Further the shuffleW code was reduced to:

shuffle0[s_, n_] := Module[{p, ord},
p = rp[Length[s],n-Length[s]]//Transpose;
ord = Accumulate[p] p + 1;
Outer[Part, {Join[{0}, s]}, ord, 1][[1]]//Transpose
]

The resulting code seems to be quite fast.

With original shuffleW code one can readily solve a more general problem. Given two sets s1,s2 (Length[s1]<=Length[s2]) find all the "shuffled" sequences, in which the elements of s1 are cyclically separated by at least one element of s2.

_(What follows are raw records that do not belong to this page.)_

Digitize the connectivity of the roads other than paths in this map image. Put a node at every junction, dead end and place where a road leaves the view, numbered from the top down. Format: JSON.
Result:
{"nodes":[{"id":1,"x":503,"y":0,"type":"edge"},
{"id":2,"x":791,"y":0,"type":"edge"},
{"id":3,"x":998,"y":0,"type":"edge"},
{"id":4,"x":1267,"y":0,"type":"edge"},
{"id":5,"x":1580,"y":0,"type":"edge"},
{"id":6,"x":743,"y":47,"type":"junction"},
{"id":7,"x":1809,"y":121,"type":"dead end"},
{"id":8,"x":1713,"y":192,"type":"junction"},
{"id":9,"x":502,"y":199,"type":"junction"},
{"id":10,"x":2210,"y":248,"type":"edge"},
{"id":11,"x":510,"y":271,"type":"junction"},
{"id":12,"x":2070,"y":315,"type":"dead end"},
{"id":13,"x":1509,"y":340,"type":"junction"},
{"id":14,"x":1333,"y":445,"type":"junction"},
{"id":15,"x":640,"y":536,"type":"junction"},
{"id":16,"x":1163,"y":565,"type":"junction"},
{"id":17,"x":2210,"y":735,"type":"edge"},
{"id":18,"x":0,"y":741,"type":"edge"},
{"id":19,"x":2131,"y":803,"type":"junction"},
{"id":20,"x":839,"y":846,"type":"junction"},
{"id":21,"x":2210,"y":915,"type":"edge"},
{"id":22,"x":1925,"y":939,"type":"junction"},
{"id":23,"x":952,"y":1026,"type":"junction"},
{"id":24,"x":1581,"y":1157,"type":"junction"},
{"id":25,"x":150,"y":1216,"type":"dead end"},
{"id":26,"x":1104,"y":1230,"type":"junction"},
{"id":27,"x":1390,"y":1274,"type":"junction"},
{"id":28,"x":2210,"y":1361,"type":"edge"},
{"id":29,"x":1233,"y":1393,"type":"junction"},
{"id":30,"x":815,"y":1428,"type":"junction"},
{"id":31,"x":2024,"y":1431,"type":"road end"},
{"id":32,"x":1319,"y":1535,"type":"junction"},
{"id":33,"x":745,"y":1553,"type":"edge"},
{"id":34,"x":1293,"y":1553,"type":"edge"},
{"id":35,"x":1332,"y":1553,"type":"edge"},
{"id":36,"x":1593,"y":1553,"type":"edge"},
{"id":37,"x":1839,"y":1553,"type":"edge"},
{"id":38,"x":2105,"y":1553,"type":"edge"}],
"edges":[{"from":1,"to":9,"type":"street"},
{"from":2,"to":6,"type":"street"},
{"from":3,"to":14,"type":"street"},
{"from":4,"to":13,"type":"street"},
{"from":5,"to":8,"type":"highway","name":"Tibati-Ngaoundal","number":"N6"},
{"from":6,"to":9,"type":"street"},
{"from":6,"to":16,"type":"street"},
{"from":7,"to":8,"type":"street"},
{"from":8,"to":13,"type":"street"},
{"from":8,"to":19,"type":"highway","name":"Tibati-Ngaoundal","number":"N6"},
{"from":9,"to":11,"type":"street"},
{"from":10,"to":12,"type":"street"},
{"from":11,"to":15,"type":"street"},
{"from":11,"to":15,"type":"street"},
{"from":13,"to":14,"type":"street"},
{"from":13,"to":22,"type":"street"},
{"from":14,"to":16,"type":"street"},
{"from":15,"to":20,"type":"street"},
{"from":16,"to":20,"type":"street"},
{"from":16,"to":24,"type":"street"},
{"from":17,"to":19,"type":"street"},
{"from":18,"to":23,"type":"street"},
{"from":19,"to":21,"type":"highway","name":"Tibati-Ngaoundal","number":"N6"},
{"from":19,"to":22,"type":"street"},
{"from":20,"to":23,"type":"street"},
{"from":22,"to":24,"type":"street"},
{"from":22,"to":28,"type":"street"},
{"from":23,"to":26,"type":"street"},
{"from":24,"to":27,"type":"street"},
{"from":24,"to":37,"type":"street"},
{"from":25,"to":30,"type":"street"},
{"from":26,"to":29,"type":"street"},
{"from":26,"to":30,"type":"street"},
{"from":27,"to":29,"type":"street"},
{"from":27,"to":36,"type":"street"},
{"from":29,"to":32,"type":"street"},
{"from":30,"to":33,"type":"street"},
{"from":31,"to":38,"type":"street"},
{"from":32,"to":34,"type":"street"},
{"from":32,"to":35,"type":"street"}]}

shuffleA[s1_,s2_] := Module[{p,tp,ord},
p = rp[Length[s1],Length[s2]]//Transpose;
tp = BitXor[p, 1];
ord = Accumulate[p] p + (Accumulate[tp] + Length[s1]) tp;
Outer[Part, {Join[s1,s2]}, ord, 1][[1]]//Transpose
]

Answer 6

Step by step:

mylist = {1, 2, 3};

Separate by a single 0:

list2 = Riffle[mylist, 0]

(* 
   {1, 0, 2, 0, 3}
*)

Add a zero at the beginning, and separately add a zero at the end:

list3 = {Prepend[list2, 0], Append[list2, 0]}

(* 
   {{0, 1, 0, 2, 0, 3}, {1, 0, 2, 0, 3, 0}}
*)

For each list Insert a 0 in every non-zero Position, plus the end, and eliminate duplicates.

addZero[lists : {__List}] :=
  Union @@ Table[
    Insert[a, 0, #] & /@ Position[Unitize @ Append[a, 1], 1],
    {a, lists}
  ]

addZero[list3]

(*
   {{0, 0, 1, 0, 2, 0, 3}, {0, 1, 0, 0, 2, 0, 3}, {0, 1, 0, 2, 0, 0, 3},
    {0, 1, 0, 2, 0, 3, 0}, {1, 0, 0, 2, 0, 3, 0}, {1, 0, 2, 0, 0, 3, 0},
    {1, 0, 2, 0, 3, 0, 0}}
*)

Repeat the application of addZero for every zero to be added, i.e. Nest.